# [About this task]
Your task is to copy each line of the listing that contains the word "Amara".

# [Input material]

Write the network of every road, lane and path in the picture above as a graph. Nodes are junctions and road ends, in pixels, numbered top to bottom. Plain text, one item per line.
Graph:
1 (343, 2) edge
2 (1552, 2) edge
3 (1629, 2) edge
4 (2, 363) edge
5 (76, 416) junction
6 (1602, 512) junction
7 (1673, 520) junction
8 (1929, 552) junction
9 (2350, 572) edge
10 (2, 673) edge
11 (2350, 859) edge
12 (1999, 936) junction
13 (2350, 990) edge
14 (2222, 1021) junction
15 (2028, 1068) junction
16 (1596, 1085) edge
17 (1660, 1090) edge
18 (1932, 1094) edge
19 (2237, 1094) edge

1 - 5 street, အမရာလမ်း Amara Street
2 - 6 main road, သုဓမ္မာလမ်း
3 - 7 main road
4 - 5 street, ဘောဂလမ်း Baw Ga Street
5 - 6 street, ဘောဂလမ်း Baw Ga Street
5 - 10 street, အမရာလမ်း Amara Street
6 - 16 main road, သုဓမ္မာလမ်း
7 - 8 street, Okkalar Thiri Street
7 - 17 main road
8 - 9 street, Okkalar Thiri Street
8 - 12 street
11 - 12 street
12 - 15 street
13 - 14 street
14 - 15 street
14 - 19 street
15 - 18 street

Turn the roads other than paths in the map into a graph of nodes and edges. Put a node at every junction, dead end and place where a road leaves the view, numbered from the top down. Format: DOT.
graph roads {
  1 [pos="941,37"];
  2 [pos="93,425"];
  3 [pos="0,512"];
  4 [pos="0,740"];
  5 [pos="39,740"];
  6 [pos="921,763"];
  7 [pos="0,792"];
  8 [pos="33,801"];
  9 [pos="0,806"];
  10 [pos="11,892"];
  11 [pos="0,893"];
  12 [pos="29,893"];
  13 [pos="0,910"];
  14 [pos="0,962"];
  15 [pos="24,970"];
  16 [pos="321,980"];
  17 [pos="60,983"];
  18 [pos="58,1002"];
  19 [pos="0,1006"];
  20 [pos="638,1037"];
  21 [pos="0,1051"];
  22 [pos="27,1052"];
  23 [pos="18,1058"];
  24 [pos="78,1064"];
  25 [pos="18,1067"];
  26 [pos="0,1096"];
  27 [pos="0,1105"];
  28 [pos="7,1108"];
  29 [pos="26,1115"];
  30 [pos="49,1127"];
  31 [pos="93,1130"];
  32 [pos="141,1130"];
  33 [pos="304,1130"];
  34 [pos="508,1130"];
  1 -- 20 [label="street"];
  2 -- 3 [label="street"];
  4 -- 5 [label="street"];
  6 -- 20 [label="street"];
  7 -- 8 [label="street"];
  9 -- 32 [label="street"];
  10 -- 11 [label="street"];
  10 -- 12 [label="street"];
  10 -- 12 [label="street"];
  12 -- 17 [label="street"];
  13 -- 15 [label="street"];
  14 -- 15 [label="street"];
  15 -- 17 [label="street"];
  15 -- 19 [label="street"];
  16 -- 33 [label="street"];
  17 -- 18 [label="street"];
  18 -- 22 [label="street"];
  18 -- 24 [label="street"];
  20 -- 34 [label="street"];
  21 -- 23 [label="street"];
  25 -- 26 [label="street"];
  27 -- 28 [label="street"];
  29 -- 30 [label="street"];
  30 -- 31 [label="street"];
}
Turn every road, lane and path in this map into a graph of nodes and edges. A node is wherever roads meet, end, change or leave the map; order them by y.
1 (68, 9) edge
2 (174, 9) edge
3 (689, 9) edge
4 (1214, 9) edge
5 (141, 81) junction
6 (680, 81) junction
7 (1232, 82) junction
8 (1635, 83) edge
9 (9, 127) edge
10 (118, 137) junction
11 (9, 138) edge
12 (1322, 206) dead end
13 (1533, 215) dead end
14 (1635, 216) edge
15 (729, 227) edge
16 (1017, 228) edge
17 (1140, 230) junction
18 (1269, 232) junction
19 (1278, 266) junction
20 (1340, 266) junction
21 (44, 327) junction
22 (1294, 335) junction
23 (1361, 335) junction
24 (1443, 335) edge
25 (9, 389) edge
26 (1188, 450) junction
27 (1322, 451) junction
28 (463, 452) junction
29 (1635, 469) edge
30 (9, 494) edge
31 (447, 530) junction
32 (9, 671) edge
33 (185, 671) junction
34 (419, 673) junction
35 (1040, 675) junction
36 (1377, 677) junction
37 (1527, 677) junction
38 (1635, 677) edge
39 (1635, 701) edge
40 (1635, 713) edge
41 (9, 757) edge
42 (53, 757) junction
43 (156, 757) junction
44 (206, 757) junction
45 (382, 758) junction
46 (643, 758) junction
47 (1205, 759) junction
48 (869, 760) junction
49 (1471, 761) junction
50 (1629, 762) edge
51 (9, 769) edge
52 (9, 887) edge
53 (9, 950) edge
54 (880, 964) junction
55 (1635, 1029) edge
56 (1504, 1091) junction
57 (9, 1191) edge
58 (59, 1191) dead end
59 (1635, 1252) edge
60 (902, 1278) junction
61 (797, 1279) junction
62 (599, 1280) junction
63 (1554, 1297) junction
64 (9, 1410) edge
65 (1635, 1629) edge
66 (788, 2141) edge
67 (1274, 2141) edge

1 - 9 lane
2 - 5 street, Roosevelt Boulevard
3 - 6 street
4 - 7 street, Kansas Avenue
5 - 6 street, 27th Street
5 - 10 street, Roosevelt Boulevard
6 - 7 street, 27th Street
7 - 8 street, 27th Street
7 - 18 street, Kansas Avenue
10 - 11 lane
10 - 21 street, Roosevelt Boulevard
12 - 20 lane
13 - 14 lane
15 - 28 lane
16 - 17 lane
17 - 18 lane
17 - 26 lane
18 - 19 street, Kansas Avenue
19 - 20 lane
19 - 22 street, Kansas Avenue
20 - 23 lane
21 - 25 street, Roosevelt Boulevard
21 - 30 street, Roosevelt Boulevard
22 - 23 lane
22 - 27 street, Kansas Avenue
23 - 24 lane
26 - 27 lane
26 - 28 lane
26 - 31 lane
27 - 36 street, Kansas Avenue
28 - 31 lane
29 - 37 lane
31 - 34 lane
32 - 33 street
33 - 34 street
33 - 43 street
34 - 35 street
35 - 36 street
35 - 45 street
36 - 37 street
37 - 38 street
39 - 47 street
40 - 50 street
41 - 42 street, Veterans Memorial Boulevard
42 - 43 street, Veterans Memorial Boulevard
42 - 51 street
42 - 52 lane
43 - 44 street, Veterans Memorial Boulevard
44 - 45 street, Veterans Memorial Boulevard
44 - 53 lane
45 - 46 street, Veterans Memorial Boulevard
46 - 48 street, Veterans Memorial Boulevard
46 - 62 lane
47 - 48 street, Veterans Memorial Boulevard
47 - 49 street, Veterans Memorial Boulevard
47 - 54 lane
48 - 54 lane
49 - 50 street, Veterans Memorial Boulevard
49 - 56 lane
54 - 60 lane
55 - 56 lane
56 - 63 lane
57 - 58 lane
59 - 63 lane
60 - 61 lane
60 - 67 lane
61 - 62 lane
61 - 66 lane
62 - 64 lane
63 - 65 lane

# [Solution to this task]
1 - 5 street, အမရာလမ်း Amara Street
5 - 10 street, အမရာလမ်း Amara Street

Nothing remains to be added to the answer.